D’un point de vue sportif, les jeunes espoirs de l’équipe n’ont pas encore décroché de résultats particulièrement marquants, mais leur directeur sportif souhaite leur laisser du temps. Et au moment d'évoquer les satisfactions de ce début d’exercice 2021, il cite un coureur français. “Je suis vraiment content de Jonathan Couanon. Ce n’est pas le coureur le plus extraordinaire du peloton mais il est malin et régulier. Il sait se placer et il est toujours là au bon moment pour aller faire une place. Il ne se loupe que très rarement et sa façon de courir me plaît. Fabio Christen est prometteur, lui aussi. Il n’a pas encore gagné grand-chose mais ça pourrait venir”.
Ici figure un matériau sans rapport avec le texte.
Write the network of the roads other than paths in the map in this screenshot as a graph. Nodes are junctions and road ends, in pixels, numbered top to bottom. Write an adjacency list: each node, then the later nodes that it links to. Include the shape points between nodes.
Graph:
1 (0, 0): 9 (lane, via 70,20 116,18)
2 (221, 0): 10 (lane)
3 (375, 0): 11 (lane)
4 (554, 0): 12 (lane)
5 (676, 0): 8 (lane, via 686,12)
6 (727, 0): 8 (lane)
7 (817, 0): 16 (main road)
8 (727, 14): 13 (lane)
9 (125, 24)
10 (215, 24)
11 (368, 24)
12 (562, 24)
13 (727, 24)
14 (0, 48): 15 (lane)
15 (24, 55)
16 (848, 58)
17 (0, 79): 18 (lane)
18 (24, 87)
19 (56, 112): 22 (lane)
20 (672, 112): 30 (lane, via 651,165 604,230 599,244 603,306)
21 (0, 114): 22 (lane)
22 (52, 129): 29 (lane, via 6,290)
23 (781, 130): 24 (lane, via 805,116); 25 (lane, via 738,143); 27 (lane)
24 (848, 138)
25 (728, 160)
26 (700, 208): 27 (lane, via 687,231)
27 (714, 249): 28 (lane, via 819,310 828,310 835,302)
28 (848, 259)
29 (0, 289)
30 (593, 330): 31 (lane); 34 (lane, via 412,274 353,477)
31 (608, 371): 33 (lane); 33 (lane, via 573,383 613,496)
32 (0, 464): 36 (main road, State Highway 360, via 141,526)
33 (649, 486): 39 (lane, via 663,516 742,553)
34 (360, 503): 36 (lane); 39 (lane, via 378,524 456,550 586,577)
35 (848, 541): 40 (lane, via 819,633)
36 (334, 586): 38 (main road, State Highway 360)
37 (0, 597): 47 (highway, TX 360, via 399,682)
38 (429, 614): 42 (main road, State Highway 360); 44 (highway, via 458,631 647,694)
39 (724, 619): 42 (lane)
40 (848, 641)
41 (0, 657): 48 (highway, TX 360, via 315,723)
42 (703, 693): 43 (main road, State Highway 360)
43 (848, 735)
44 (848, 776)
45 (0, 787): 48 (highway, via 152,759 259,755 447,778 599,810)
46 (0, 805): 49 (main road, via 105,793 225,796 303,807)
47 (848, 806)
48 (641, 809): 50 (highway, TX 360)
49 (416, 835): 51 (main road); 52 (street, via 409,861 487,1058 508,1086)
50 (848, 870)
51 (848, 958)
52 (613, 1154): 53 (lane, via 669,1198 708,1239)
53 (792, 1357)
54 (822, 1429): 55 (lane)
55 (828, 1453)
DES LIENS AVEC LA WORLDTEAM EF EDUCATION-NIPPO À (RE)DÉFINIR

Marcello Albasini se projette sur l’avenir mais à court terme, aucun de ses quatorze coureurs ne devrait s’essayer au niveau supérieur cet été, et ce malgré le fort lien entre le Team NIPPO-Provence-PTS et la WorldTeam EF Education. “On discute déjà de 2022, on réfléchit à comment faire évoluer tout ça. Mais cet été, on n'aura pas de stagiaires chez EF”, confirme-t-il pour DirectVelo. D’ailleurs, le Suisse réfute le terme de réserve officielle et de « development team » pour traduire le lien entre son équipe et la WorldTeam américaine. “Bien sûr, on a pratiquement les mêmes maillots, et on est en lien. EF nous aide sur le matériel. Mais ça s’arrête là”. Mais alors, n’y a-t-il pas l’envie de, justement, renforcer ce lien entre les deux entités ? “C’est à EF et aux sponsors de décider… Pour moi, ça ne change rien… Peut-être que ça faciliterait certaines invitations à de belles courses mais ça ne change rien à ma façon de travailler et de former les jeunes au métier”.

Ainsi, le manager sportif espère bien voir les meilleurs de ses protégés au plus haut niveau à terme. Du côté d’EF, ou ailleurs. “L’idée est de les faire passer au-dessus. Pour notre part, on n’a pas l’intention de monter plus haut avec l’équipe. L’idée est de rester en troisième division très longtemps… Notre équipe doit être une passerelle. Pour l’instant, il n’y a rien eu de concret pour cette première saison. On a eu une demande timide pour qu’un coureur soit éventuellement stagiaire, mais c’est tout… On verra bien en 2022. On est en train de discuter de tout ça, de voir s’il faut changer des choses ou non”. Depuis le début de l’année, Marcello Albasini promet en tout cas n’avoir eu aucun contact direct avec Jonathan Vaughters, le manager de la WorldTeam EF. En tant qu’entraîneur de Stefan Bissegger - il entraîne aussi Marlen Reusser et plusieurs coureurs de sa propre équipe -, il est parfois en contact avec la cellule des entraîneurs de la structure du WorldTour. Mais rien de plus, du moins à ce stade.